Deux articles, tout d’abord sur la viabilité et l’avenir des filières de sciences humaines à l’université. Le premier, paru dans le monde est une compilation de témoignages autour de la question des formations en sciences humaines à l’université. Il en ressort qu’en France nombre de ces formations ont, à tord ou raison, mauvaise presse et qu’il convient avec celles ci de s’expatrier dans des pays plus conciliants, de bien préparer son insertion professionnelle par des stages ou des formations complémentaires (double cursus, MS ou mastère, …. ). En effet, un bon nombre des formations en sciences humaines et sociales (SHS pour les intimes) préparent mal à une insertion professionnelle directe. Pour autant les qualités, connaissances et compétences acquises au cours de ces parcours sont des plus utiles et ne rendent pas inapte à l’emploi (Nombre des diplômés occupent les premières années des emplois sous qualifiés.)
Nicolas Gachon (MCf en SH = Maitre de conférence en Sciences Humaines) a dans l’interview qu’il donne à l’observatoire boivigny un regard qui m’apparait lucide et frappé au coin du bon sens par de nombreux aspects. Il est vain de vouloir conserver les filières de lettres et sciences humaines telles qu’elles ont été conçues et pensées voila de nombreuses années. Il n’en demeure pas moins que certaines Licences professionnelles tout autant que des Master professionnels affichent un taux d’insertion professionnel tout à fait comparable à des écoles, preuve s’il en est que l’on peut être diplômé dans ces domaines à l’université et trouver du travail.
La question qui se pose donc, est celle de la finalité de l’enseignement supérieur. Le fait de former des étudiants se fait-il dans une seule logique professionnelle et d’emploi, ou poursuit on un but plus vaste de formation à la citoyenneté, d’ouverture sur le monde et d’humanité. C’est ce que souligne Nicolas Gachon concernant les applications de la LOLF, dont les critères d’évaluations doivent être également en regard des objectifs fixés à l’enseignement supérieur et pas seulement en regard de critères économiques ou d’insertion professionnelle. Ainsi s’il apparait aujourd’hui pour beaucoup absurde de supprimer les “humanités”, “Chercher à figer les sciences humaines dans une aura virtuelle, aujourd’hui en décalage sociétal, aboutira à les réduire au statut de sciences mortes.” (Nicolas Gachon)
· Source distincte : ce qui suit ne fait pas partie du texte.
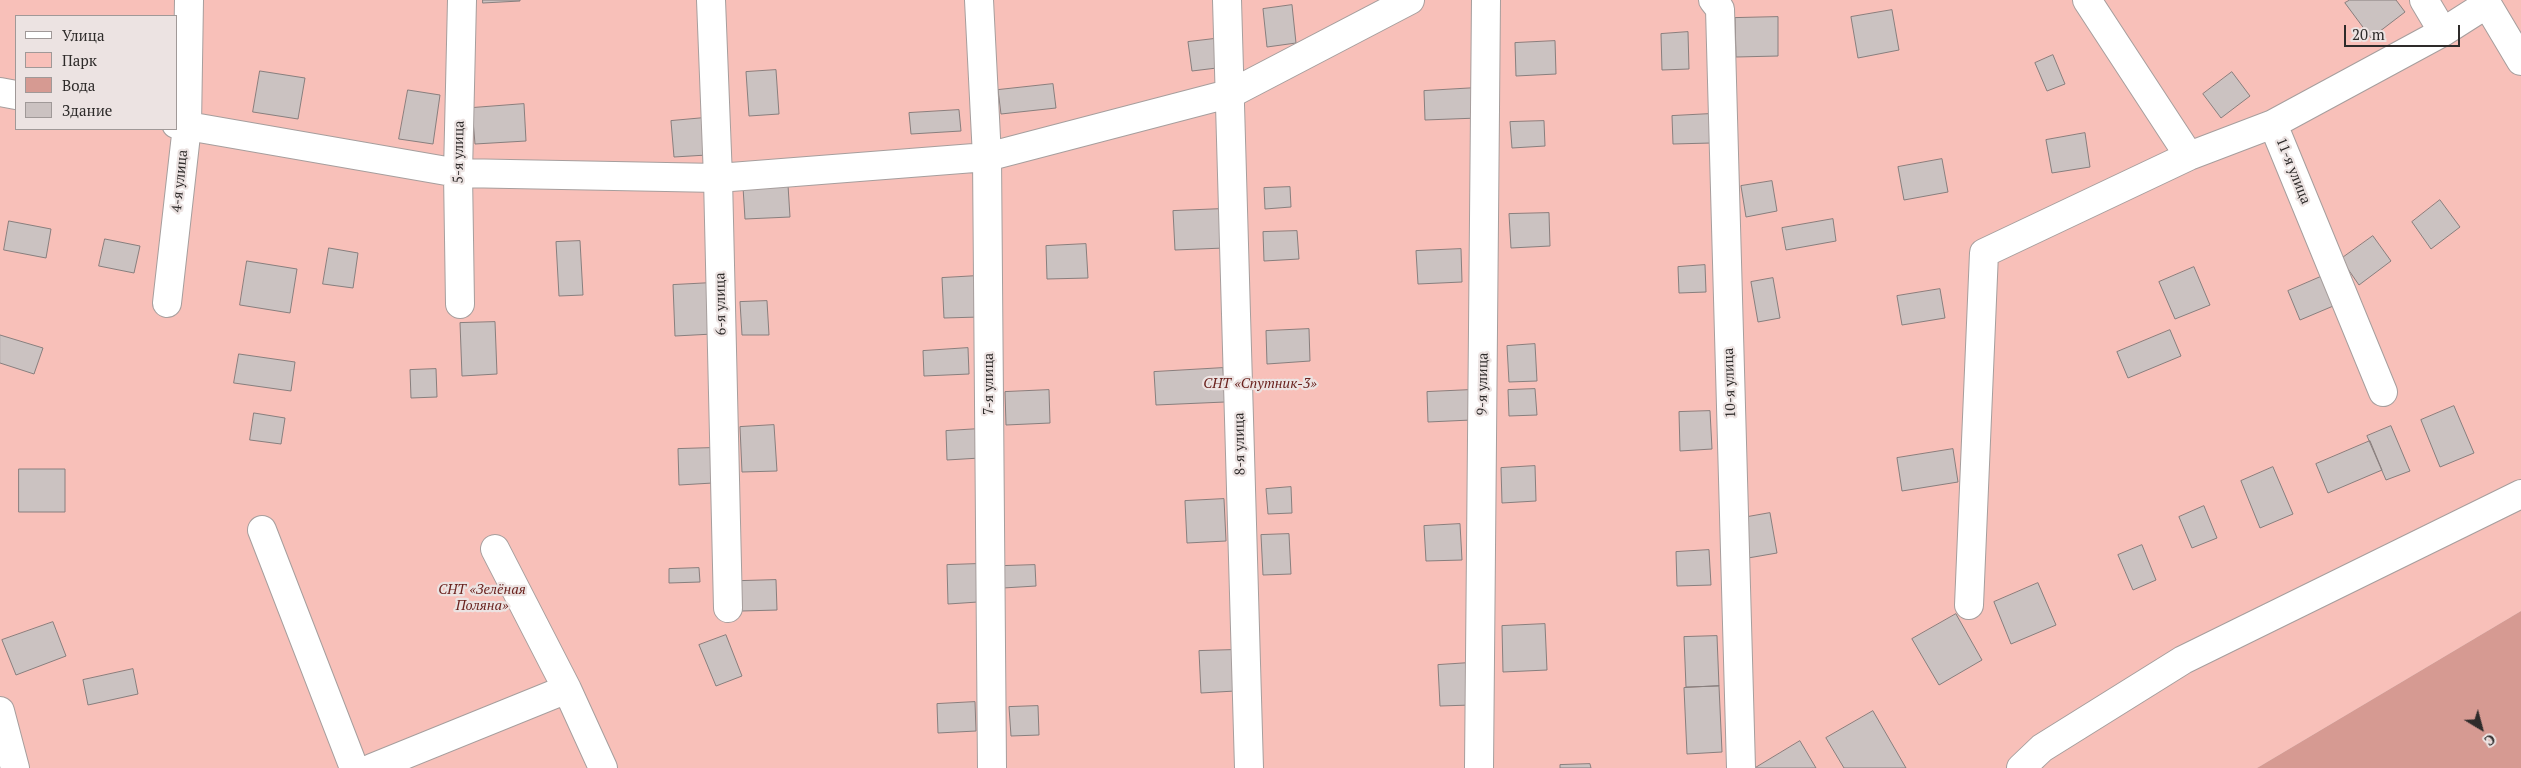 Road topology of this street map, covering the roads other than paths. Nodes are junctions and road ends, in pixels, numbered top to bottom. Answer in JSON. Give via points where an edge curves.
{"nodes":[{"id":1,"x":189,"y":0,"type":"edge"},
{"id":2,"x":462,"y":0,"type":"edge"},
{"id":3,"x":711,"y":0,"type":"edge"},
{"id":4,"x":979,"y":0,"type":"edge"},
{"id":5,"x":1227,"y":0,"type":"edge"},
{"id":6,"x":1410,"y":0,"type":"edge"},
{"id":7,"x":1486,"y":0,"type":"edge"},
{"id":8,"x":1713,"y":0,"type":"edge"},
{"id":9,"x":2087,"y":0,"type":"edge"},
{"id":10,"x":2424,"y":0,"type":"edge"},
{"id":11,"x":2444,"y":32,"type":"junction"},
{"id":12,"x":2521,"y":61,"type":"edge"},
{"id":13,"x":0,"y":92,"type":"edge"},
{"id":14,"x":1232,"y":93,"type":"junction"},
{"id":15,"x":15,"y":95,"type":"edge"},
{"id":16,"x":2273,"y":124,"type":"junction"},
{"id":17,"x":181,"y":125,"type":"edge"},
{"id":18,"x":2189,"y":156,"type":"junction"},
{"id":19,"x":987,"y":157,"type":"junction"},
{"id":20,"x":458,"y":173,"type":"junction"},
{"id":21,"x":718,"y":178,"type":"junction"},
{"id":22,"x":167,"y":302,"type":"dead end"},
{"id":23,"x":460,"y":304,"type":"dead end"},
{"id":24,"x":2383,"y":392,"type":"dead end"},
{"id":25,"x":2521,"y":494,"type":"edge"},
{"id":26,"x":262,"y":530,"type":"dead end"},
{"id":27,"x":495,"y":549,"type":"dead end"},
{"id":28,"x":1969,"y":605,"type":"dead end"},
{"id":29,"x":728,"y":608,"type":"dead end"},
{"id":30,"x":567,"y":689,"type":"junction"},
{"id":31,"x":0,"y":711,"type":"edge"},
{"id":32,"x":15,"y":768,"type":"edge"},
{"id":33,"x":354,"y":768,"type":"edge"},
{"id":34,"x":372,"y":768,"type":"edge"},
{"id":35,"x":603,"y":768,"type":"edge"},
{"id":36,"x":992,"y":768,"type":"edge"},
{"id":37,"x":1249,"y":768,"type":"edge"},
{"id":38,"x":1479,"y":768,"type":"edge"},
{"id":39,"x":1741,"y":768,"type":"edge"},
{"id":40,"x":2021,"y":768,"type":"edge"}],
"edges":[{"from":1,"to":17,"type":"street","name":"4-я улица"},
{"from":2,"to":20,"type":"street","name":"5-я улица"},
{"from":3,"to":21,"type":"street","name":"6-я улица"},
{"from":4,"to":19,"type":"street","name":"7-я улица"},
{"from":5,"to":14,"type":"street","name":"8-я улица"},
{"from":6,"to":14,"type":"street"},
{"from":7,"to":38,"type":"street","name":"9-я улица"},
{"from":8,"to":39,"type":"street","name":"10-я улица","via":[[1720,9]]},
{"from":9,"to":18,"type":"street"},
{"from":10,"to":11,"type":"street"},
{"from":11,"to":12,"type":"street","via":[[2488,4]]},
{"from":11,"to":16,"type":"street"},
{"from":13,"to":15,"type":"street"},
{"from":14,"to":19,"type":"street"},
{"from":14,"to":37,"type":"street","name":"8-я улица"},
{"from":16,"to":18,"type":"street","name":"11-я улица"},
{"from":16,"to":24,"type":"street","name":"11-я улица"},
{"from":17,"to":20,"type":"street"},
{"from":17,"to":22,"type":"street","name":"4-я улица"},
{"from":18,"to":28,"type":"street","name":"11-я улица","via":[[1984,253]]},
{"from":19,"to":21,"type":"street"},
{"from":19,"to":36,"type":"street","name":"7-я улица"},
{"from":20,"to":21,"type":"street"},
{"from":20,"to":23,"type":"street","name":"5-я улица"},
{"from":21,"to":29,"type":"street","name":"6-я улица"},
{"from":25,"to":40,"type":"street","via":[[2183,660],[2042,748]]},
{"from":26,"to":33,"type":"street"},
{"from":27,"to":30,"type":"street"},
{"from":30,"to":34,"type":"street"},
{"from":30,"to":35,"type":"street"},
{"from":31,"to":32,"type":"street"}]}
Ainsi plus que l’université et les sciences humaines ce qui est en question c’est l’enseignement supérieur (a minima) dans son ensemble, dans sa logique et son fonctionnement. La séparation très importante entre les enseignements, la difficulté à passer d’une filière à l’autre, à suivre des enseignements pluridisciplinaires rend aujourd’hui plus compliquée la réussite des étudiants de ces filières dans leur confrontation au monde du travail et de l’entreprise. Un cursus de lettres qui inclurait des enseignements de gestion, de géopolitique et des ouvertures sur des connaissances scientifiques auraient ainsi plus d’opportunités qu’avec une connaissance universitaire développée dans le seul domaine des langues.
Cette pauvreté des enseignements en terme de transversalité et pluridisciplinarité conduit chaque année de plus en plus d’étudiants à poursuivre leur cursus par une spécialisation, notamment dans une grande école. Ces établissements, particularité française bien connue, bénéficie sur notre sol d’une aura toute particulière, notamment auprès de certains publics (dirigeants, recruteurs) qui vantent les mérites de ces élites aux têtes bien faites. En contrepartie les travaux de sociologie de l’éducation notamment démontre que les étudiants en prépa (CPGE = classes préparatoires aux grandes écoles) sont pour près de la moitié d’entre eux issues de catégories socio-professionnelles supérieures (CSP + aujourd’hui PCS). Le système “méritocratique” aurait ainsi de sérieux biais, favorisant déjà les plus favorisés. En outre, la consanguinité qui découle de cela, diminue la diversité des parcours et des origines favorisant une rigidification des systèmes et des organisations, diminuant leur capacité d’adaptation, d’innovation, d’intégration, de confrontation, la différence et les oppositions qui s’en suivent diminuant.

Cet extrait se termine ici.